06/08/2020

Seis de cada diez niños en Argentina será pobre para diciembre

Según informe de Unicef, el 62,9% de los niños será pobre para fin de año.

El informe de la Unicef sobre pobreza infantil en la Argentina (basado en datos oficiales del Indec y pronósticos del PBI, provenientes del FMI) es el dato más elocuente de quién está pagando la crisis. El 24 de junio el FMI presentó las nuevas proyecciones por países y, en consecuencia, la actualización muestra un incremento de casi 5 puntos respecto a los niveles de pobreza infantil estimados en mayo de 2020 (58,6%) al 62,9% actual.

La encuesta Unicef muestra que, más allá de la apertura de actividades, de la flexibilización de la cuarentena en parte del país y de los subsidios a las patronales, hay 2,6 millones de hogares que tienen sus ingresos laborales reducidos.

En las vísperas del comienzo de las negociaciones con el Fondo Monetario y un nuevo pacto colonial con BlackRock, los bonistas lograron un gran triunfo: con títulos que cotizaban al 35% de su valor nominal, se les ha reconocido casi el 100% del capital y una tasa de interés muy superior a la que paga el resto de los países. Producto de las concesiones del gobierno de Alberto Fernández y con el apoyo de todo el arco político, excepto el FIT-U, también se redujo el «período de gracia» y la deuda deberá pagarse antes de finalizar su mandato en 2023.

Para convencer a los bonistas, el gobierno desplegó el contenido del «plan económico» de medidas de ataque a los salarios, condiciones de trabajo y jubilaciones. El DNU de prohibición de despidos queda como papel mojado a la luz de los miles de despidos efectuados por las patronales durante la cuarentena. En todos los sectores en blanco avanzan los atropellos, suspensiones y rebajas salariales. Las paritarias están congeladas o con acuerdos muy por debajo de la inflación. Gremio por gremio, la burocracia sindical, en connivencia con el gobierno de Fernández, actúa como portavoz de las patronales.
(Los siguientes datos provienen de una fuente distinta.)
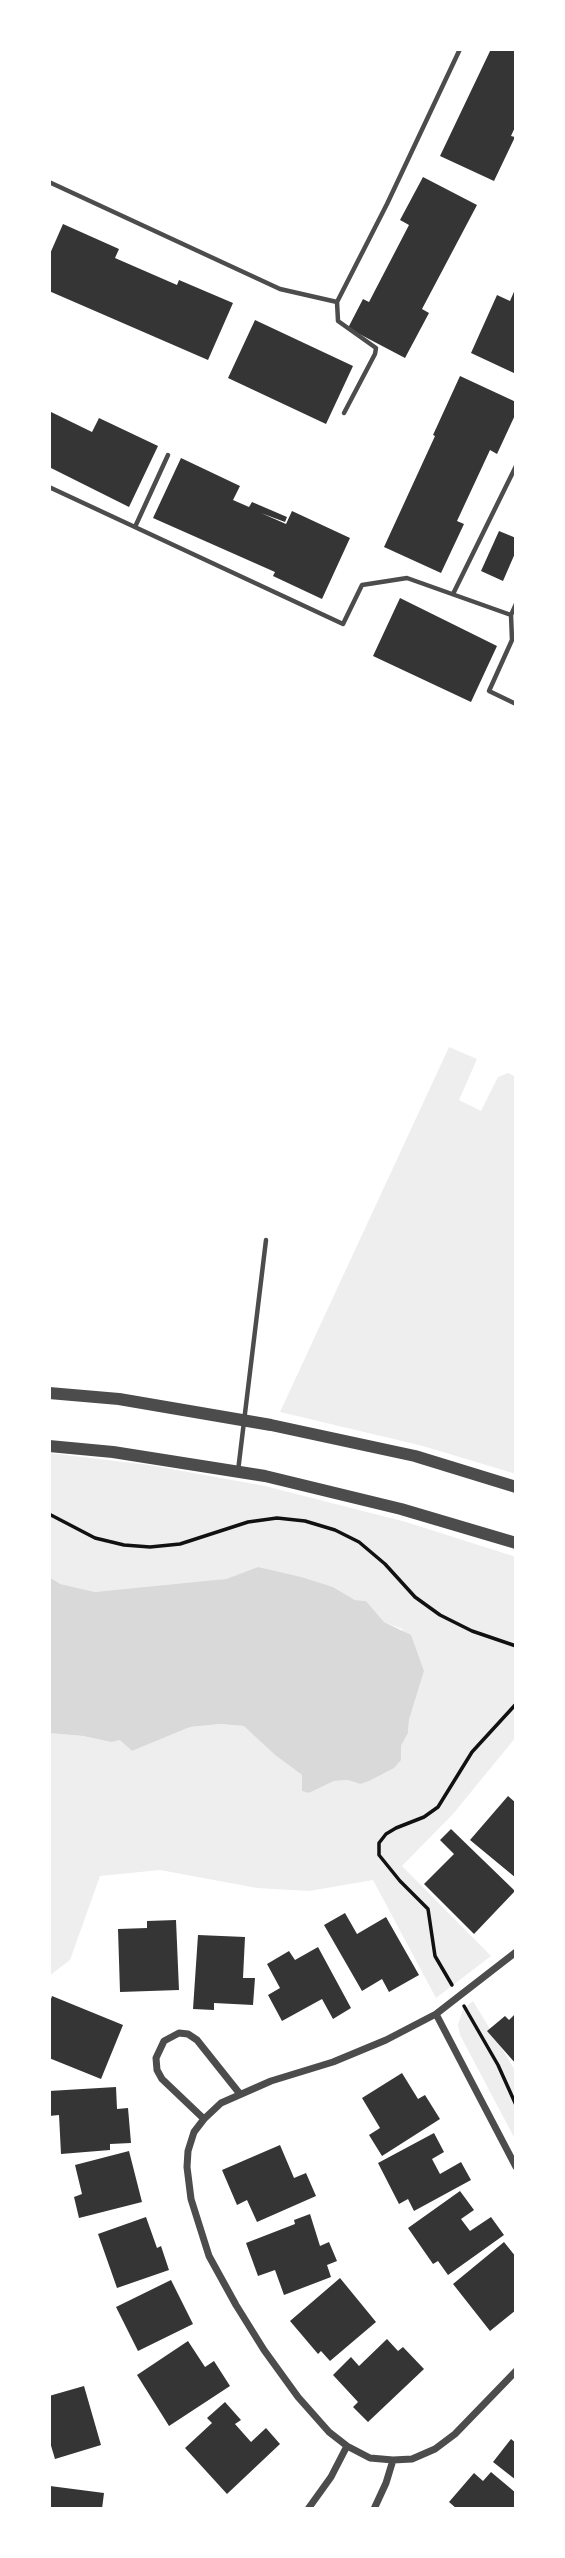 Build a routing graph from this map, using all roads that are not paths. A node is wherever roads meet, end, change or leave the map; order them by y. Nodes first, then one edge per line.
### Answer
1 (460, 49) edge
2 (49, 183) edge
3 (337, 302) junction
4 (344, 413) dead end
5 (168, 455) dead end
6 (516, 466) edge
7 (49, 487) edge
8 (135, 527) junction
9 (453, 594) junction
10 (516, 604) edge
11 (510, 615) junction
12 (516, 704) edge
13 (266, 1240) dead end
14 (49, 1393) edge
15 (245, 1420) junction
16 (49, 1446) edge
17 (238, 1472) junction
18 (516, 1486) edge
19 (516, 1543) edge
20 (516, 1952) edge
21 (436, 2014) junction
22 (240, 2094) junction
23 (204, 2119) junction
24 (516, 2167) edge
25 (516, 2371) edge
26 (346, 2446) junction
27 (393, 2460) junction
28 (308, 2509) edge
29 (373, 2509) edge

1 - 3 lane
2 - 3 lane
3 - 4 lane
5 - 8 lane
6 - 9 lane
7 - 8 lane
8 - 9 lane
9 - 11 lane
10 - 11 lane
11 - 12 lane
13 - 15 lane
14 - 15 street
15 - 17 lane
15 - 18 street
16 - 17 street
17 - 19 street
20 - 21 street
21 - 22 street
21 - 24 street
22 - 23 street
22 - 23 street
23 - 26 street
25 - 27 street
26 - 27 street
26 - 28 street
27 - 29 street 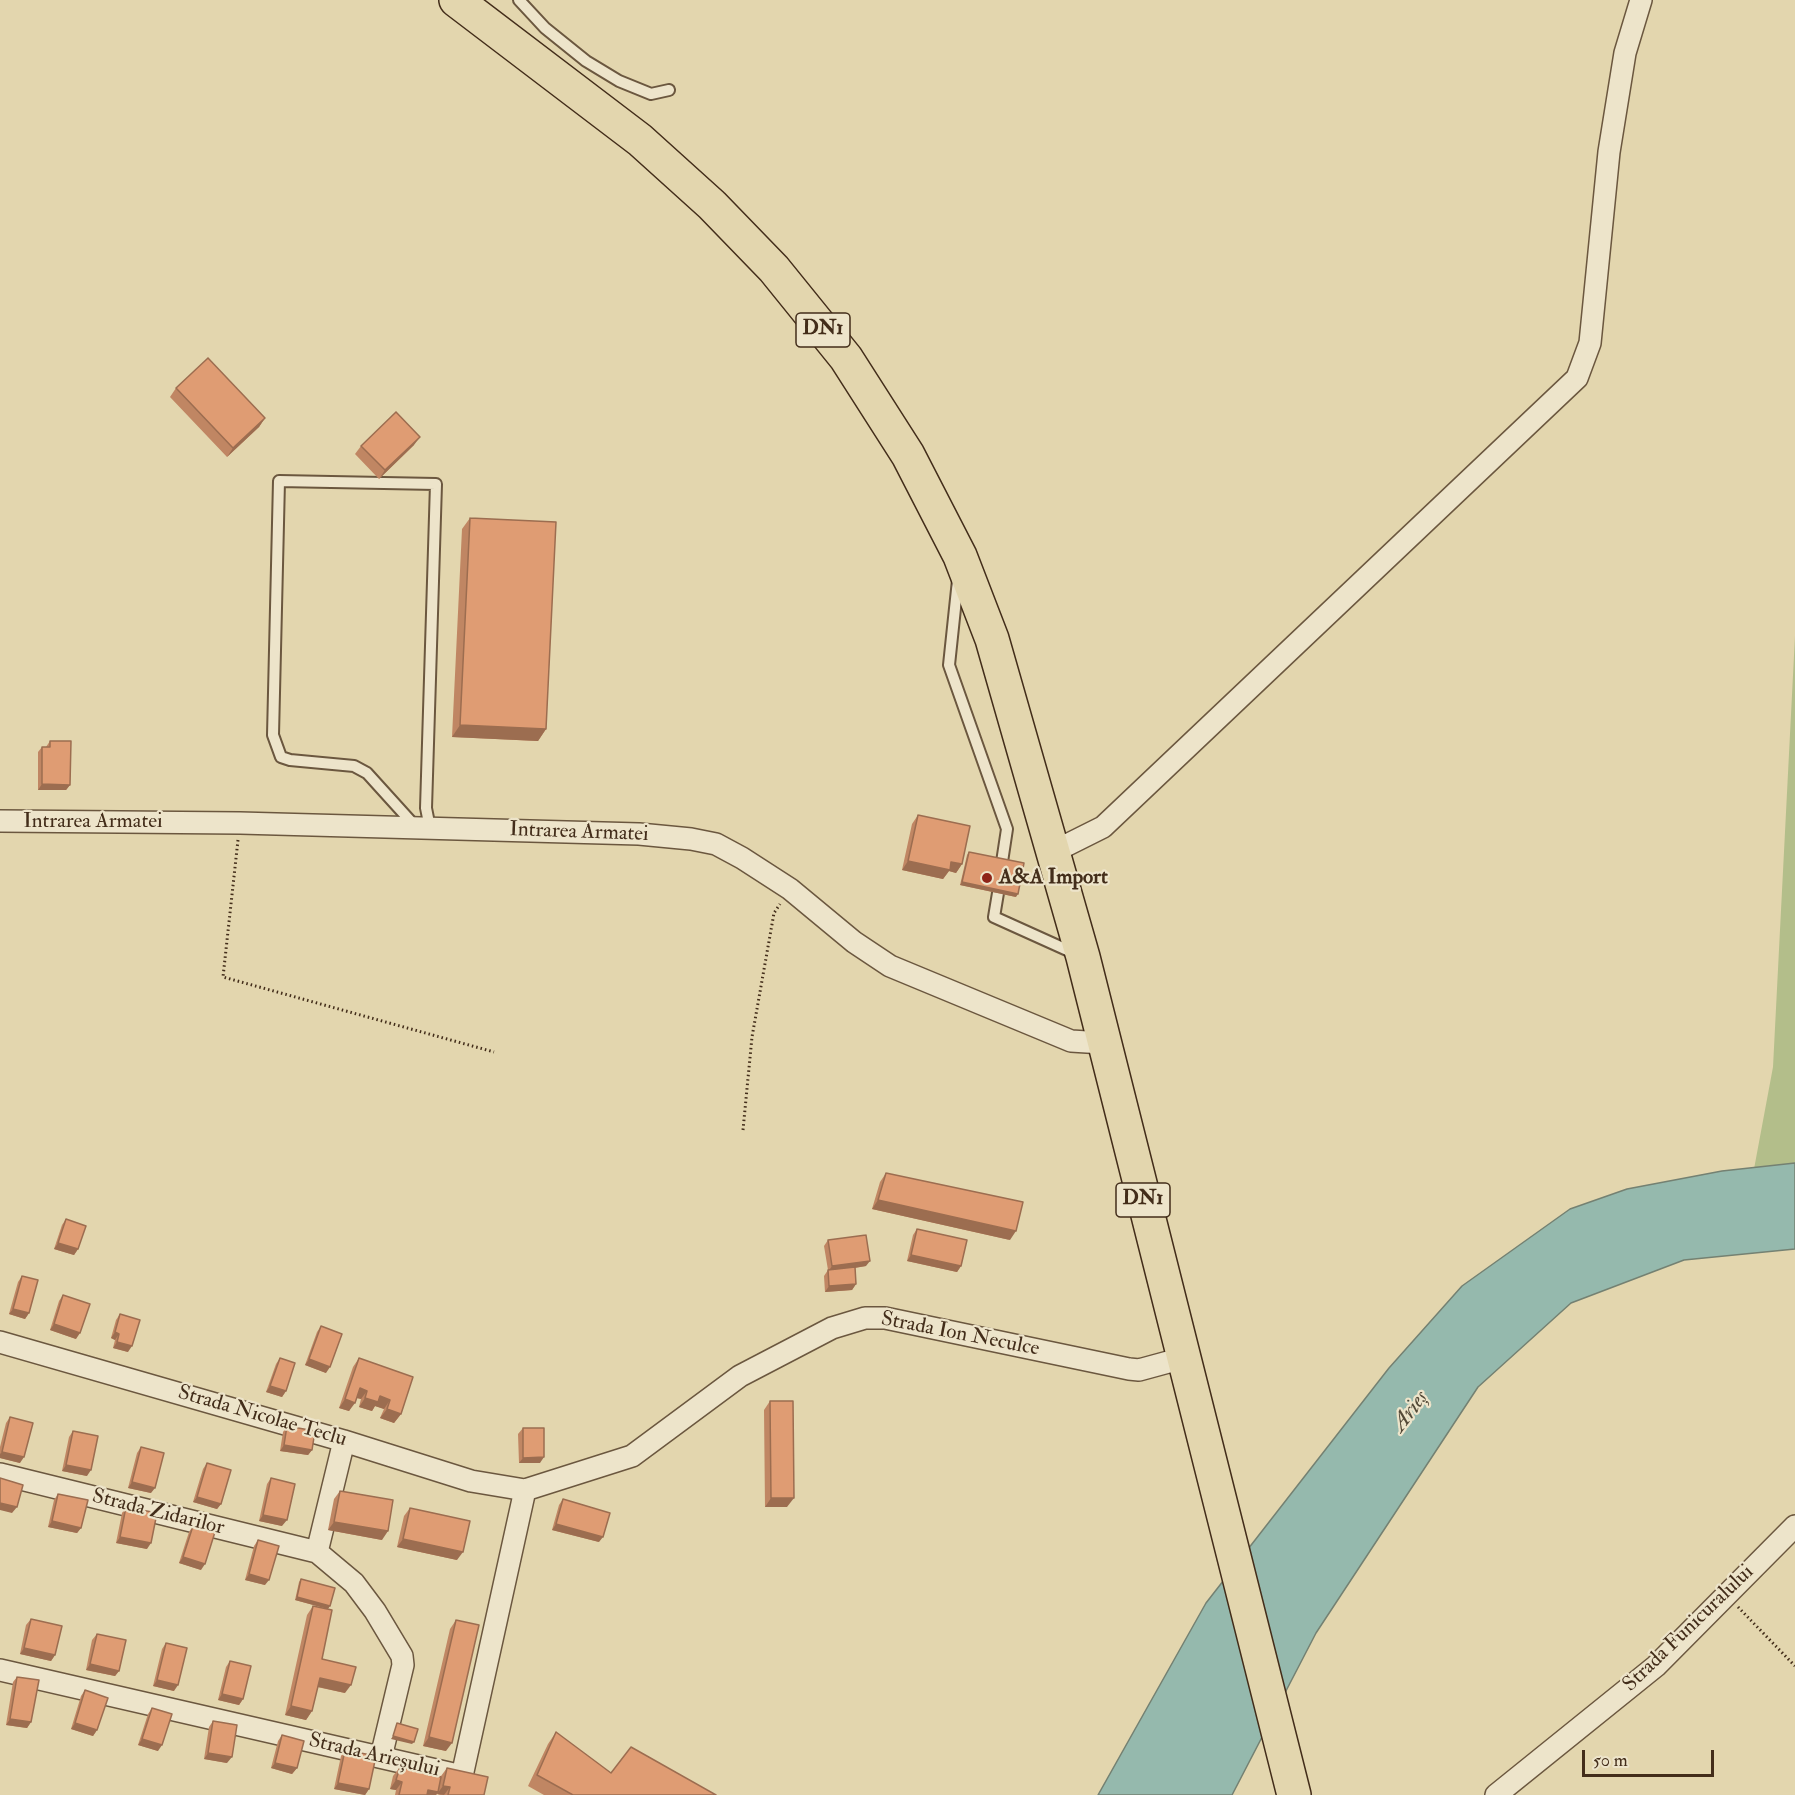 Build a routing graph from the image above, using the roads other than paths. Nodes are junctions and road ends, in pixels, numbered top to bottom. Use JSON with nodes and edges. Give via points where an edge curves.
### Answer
{"nodes":[{"id":1,"x":456,"y":0,"type":"edge"},
{"id":2,"x":519,"y":0,"type":"edge"},
{"id":3,"x":1641,"y":0,"type":"edge"},
{"id":4,"x":669,"y":90,"type":"dead end"},
{"id":5,"x":960,"y":556,"type":"junction"},
{"id":6,"x":0,"y":821,"type":"edge"},
{"id":7,"x":424,"y":828,"type":"junction"},
{"id":8,"x":1053,"y":852,"type":"junction"},
{"id":9,"x":1002,"y":862,"type":"edge"},
{"id":10,"x":998,"y":893,"type":"edge"},
{"id":11,"x":1083,"y":957,"type":"junction"},
{"id":12,"x":1103,"y":1043,"type":"junction"},
{"id":13,"x":0,"y":1342,"type":"edge"},
{"id":14,"x":1183,"y":1358,"type":"junction"},
{"id":15,"x":344,"y":1441,"type":"junction"},
{"id":16,"x":0,"y":1474,"type":"edge"},
{"id":17,"x":525,"y":1490,"type":"junction"},
{"id":18,"x":1795,"y":1526,"type":"edge"},
{"id":19,"x":317,"y":1552,"type":"junction"},
{"id":20,"x":0,"y":1670,"type":"edge"},
{"id":21,"x":381,"y":1757,"type":"junction"},
{"id":22,"x":1294,"y":1795,"type":"edge"},
{"id":23,"x":1496,"y":1795,"type":"edge"}],
"edges":[{"from":1,"to":5,"type":"main road","number":"DN1","via":[[640,140],[712,205],[774,269],[846,358],[908,455]]},
{"from":2,"to":4,"type":"lane","via":[[585,61],[651,94]]},
{"from":3,"to":8,"type":"street","via":[[1625,52],[1609,152],[1590,343],[1577,378],[1104,827]]},
{"from":5,"to":8,"type":"main road","number":"DN1","via":[[992,639]]},
{"from":5,"to":9,"type":"lane","via":[[949,665],[1007,829]]},
{"from":6,"to":7,"type":"street","name":"Intrarea Armatei"},
{"from":7,"to":7,"type":"lane","via":[[435,484],[279,481],[273,735],[281,757],[354,766],[367,773]]},
{"from":7,"to":12,"type":"street","name":"Intrarea Armatei","via":[[691,838],[716,844],[790,889],[890,966],[1071,1041]]},
{"from":8,"to":11,"type":"main road","number":"DN1"},
{"from":10,"to":11,"type":"lane","via":[[994,917]]},
{"from":11,"to":12,"type":"main road","number":"DN1"},
{"from":12,"to":14,"type":"main road","number":"DN1"},
{"from":13,"to":15,"type":"street","name":"Strada Nicolae Teclu"},
{"from":14,"to":17,"type":"street","name":"Strada Ion Neculce","via":[[1129,1369],[885,1318],[865,1318],[832,1328],[740,1376],[632,1455]]},
{"from":14,"to":22,"type":"main road","number":"DN1"},
{"from":15,"to":17,"type":"street","name":"Strada Nicolae Teclu","via":[[471,1481]]},
{"from":15,"to":19,"type":"street"},
{"from":16,"to":19,"type":"street","name":"Strada Zidarilor"},
{"from":17,"to":21,"type":"street","name":"Strada Arieșului","via":[[465,1772],[460,1776]]},
{"from":18,"to":23,"type":"street","name":"Strada Funicuralului","via":[[1656,1666]]},
{"from":19,"to":21,"type":"street","name":"Strada Zidarilor","via":[[354,1583],[402,1656]]},
{"from":20,"to":21,"type":"street","name":"Strada Arieșului"}]}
Mientras el gobierno y las patronales avanzan en una reforma laboral, los lugares de trabajo son los principales focos de contagio de Covid-19, desprovistos de insumos de protección e higiene.

Claramente estas son las razones que explican el aumento de la pobreza.

 

El informe arroja que son 9 millones de personas las que reciben el IFE. Esto da cuenta del aumento en los niveles de desocupación y precarización laboral que estamos sufriendo los trabajadores en el marco de la crisis actual. La austeridad fiscal que reclama el Fondo Monetario para garantizar el pago de la deuda implica, por ejemplo, haber dejado a 3 millones de inscriptos fuera del Ingreso Familiar. La tentativa del gobierno era quitárselo a los beneficiarios fuera del AMBA y zonas con más contagios y de instalar un «ingreso universal». La realidad es que este subsidio alcanzaría a menos personas y sería de menor monto que el IFE, que en 5 meses ha repartido $30.000, 6 mil por mes, un monto de miseria que no cubre ni un cuarto de la canasta básica familiar.

La situación es alarmante. Otro dato que arroja el informe es que el 10% recurre a comedores populares, producto de que los programas alimentarios, como el Alimentar, son insuficientes. La puesta en funcionamiento de cientos de comedores y las miles de familias que dependen de estos viene en crecimiento desde antes de la pandemia, pero es evidente que esta agravó el cuadro.

Que los trabajadores no paguemos la crisis

El tamaño de la crisis plantea el problema de quién la paga: si los trabajadores o los capitalistas.

Nuestro planteo de que la crisis la paguen los capitalistas apunta a campañas concretas: no al pago de la deuda externa, la aprobación del proyecto de ley por un impuesto real a las grandes rentas y fortunas presentado por el Frente de Izquierda, rechazo a los despidos y defensa de los puestos de trabajo; ajuste salarial por inflación; reposición de la movilidad jubilatoria; defensa de los convenios colectivos; triplicación del presupuesto de salud y educación; control obrero y apertura de los libros de las empresas.

El reclamo por un subsidio de $30.000 por mes a los desocupados está ligado a la lucha contra los despidos y por trabajo genuino, por el reparto de las horas de trabajo sin afectar el salario, contra el robo a los jubilados y por el 82% móvil. Por un plan económico y político de los trabajadores y la izquierda. Este programa es indisociable de la pelea por el repudio de la deuda usuraria, tanto para evitar el saqueo de los recursos del país como para romper la subordinación del país al capital financiero y el imperialismo.